Mumak reached the Infirmary. Outside the door the twin giants stood as still as statues, assault rifles cradled in arms. Their eyes followed Mumak as he entered.
Sharku looked bad. He stood next to the bed, his eyes staring at the stricken boy, willing him to wake up and take command of his body. And how long has he been standing there? I bet he hasn't slept since truenight began, and I know he's only gotten two hours' sleep since we reached the Bandari earthworks. Soldiers didn't need a lot of sleep, unlike food, which they consumed in great quantities as fuel for their accelerated metabolism. But they did need some. Especially now, with so much work yet to be done.
Chichek, her head fallen to her breast, was asleep on the room's only chair.
Sharku greeted him with a nod.
Gimilzor, his head swathed in bandages, lay motionless on the bed. In one corner, sitting up against the wall, resting on his haunches nomad style, was Dagor; Juchi the Accursed's son, the wild Soldier who had first given Sharku evidence of the Bandari conspiracy. Sharku nodded to him; he had saved the Deathmaster's son. He couldn't think of a better bodyguard for his wife and heir.
Mumak signaled Sharku to follow him. Reluctantly, and with a shrug that showed he knew that watching his son would not heal his wounds, Sharku joined him in the corridor.
"How is the little Soldier?"
"No change."
"Sorry to hear that, sir. But you have to come. We've got support here: high ranks. Most of the rank and file are with us."
Sharku stood as if he hadn't heard.
"Sir, you've got to come take charge. The Councilors sing your praises, even more than they do for the Breedmaster's daughter. Chief Assault Leader Ufthak will keep an eye on his father. In the elevator, I was accompanied by old Smaug, and he promised his support. Not that we need it. Yet, Smaug is a good weather vane; he turns with the wind. Dammit, Sharku, you've got to listen!"
Sharku's look was cold, but Mumak didn't flinch. "Your orders, sir?"
"Did our courier return safely?" Sharku asked.

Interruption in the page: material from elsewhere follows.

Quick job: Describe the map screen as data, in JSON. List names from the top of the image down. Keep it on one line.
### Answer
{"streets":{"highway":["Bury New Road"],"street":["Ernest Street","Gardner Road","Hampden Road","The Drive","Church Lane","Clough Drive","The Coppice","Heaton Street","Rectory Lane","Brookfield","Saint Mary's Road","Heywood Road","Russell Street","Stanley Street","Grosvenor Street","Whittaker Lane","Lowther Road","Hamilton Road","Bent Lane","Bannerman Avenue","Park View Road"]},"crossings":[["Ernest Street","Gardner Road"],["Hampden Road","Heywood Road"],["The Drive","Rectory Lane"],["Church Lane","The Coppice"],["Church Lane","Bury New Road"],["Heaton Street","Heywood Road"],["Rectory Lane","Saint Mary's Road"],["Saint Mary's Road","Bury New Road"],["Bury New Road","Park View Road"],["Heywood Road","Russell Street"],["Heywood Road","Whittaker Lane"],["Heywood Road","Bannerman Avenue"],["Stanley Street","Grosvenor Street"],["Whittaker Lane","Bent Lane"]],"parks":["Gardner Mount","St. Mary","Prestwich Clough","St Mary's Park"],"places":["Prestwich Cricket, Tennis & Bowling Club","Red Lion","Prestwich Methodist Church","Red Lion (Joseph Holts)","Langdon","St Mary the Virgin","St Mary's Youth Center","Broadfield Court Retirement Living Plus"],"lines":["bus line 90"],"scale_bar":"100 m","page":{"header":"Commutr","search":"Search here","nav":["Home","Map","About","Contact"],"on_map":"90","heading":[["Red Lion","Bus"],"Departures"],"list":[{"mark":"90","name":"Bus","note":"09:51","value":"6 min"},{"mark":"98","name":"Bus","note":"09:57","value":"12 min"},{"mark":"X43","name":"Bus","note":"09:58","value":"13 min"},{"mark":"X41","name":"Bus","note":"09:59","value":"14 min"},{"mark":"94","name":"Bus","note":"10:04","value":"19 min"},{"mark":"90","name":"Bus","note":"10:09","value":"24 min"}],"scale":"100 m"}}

"Yes, sir. Assault Leader Vizgor just returned from the encampment. He had no trouble getting across their lines. The cattle are preoccupied it appears. Another of their great khans had died: Juchi's daughter, I believe. There is great wailing and lamenting in Nûrnen. I suspect Sigrid's disappearance has riled up the chieftains, too. Bad omens, or some such cattle superstition."
"How are our allies?"
"Deathmaster Ghâsh has finally arrived with the remainder of our force."
Sharku's eyebrows raised. "Will Ghâsh's return present a complication?"
"No. Once Ghâsh saw the ringwall, he couldn't stop damning Carcharoth and the Council. Guthril briefed him on the situation here."
"Good."
"Ghâsh agrees. Also, Guthril reports that Lagduf will move as you direct."
"Good. Once the barbarians begin their great assault, jihad, Cyborg Sigrid calls it, Ghâsh and Guthril can push them from behind. Past time for a final reckoning."
The controlled force of Sharku's words sent a chill down Mumak's spine. Were he one of the cattle chieftains, he would have crossed himself or fallen to his knees. Instead he wondered what new world they were about to bring forth.
Then they felt the blasts.
The explosions had come from the Inner Keep. They ran through the corridors toward that part of the Citadel, Sharku leading, with Mumak and the giant twins behind him. A tiny figure, a blond miniature of Sigrid, ran from the stairwell to tug at his sleeve.
"Mother says to come this way," she said.
Sharku frowned. "Signy, what are you doing here?"
"Sir, she said if you wouldn't come to say that Breedmaster Titus demands your attention," the little Cyborg said formally. "Please come."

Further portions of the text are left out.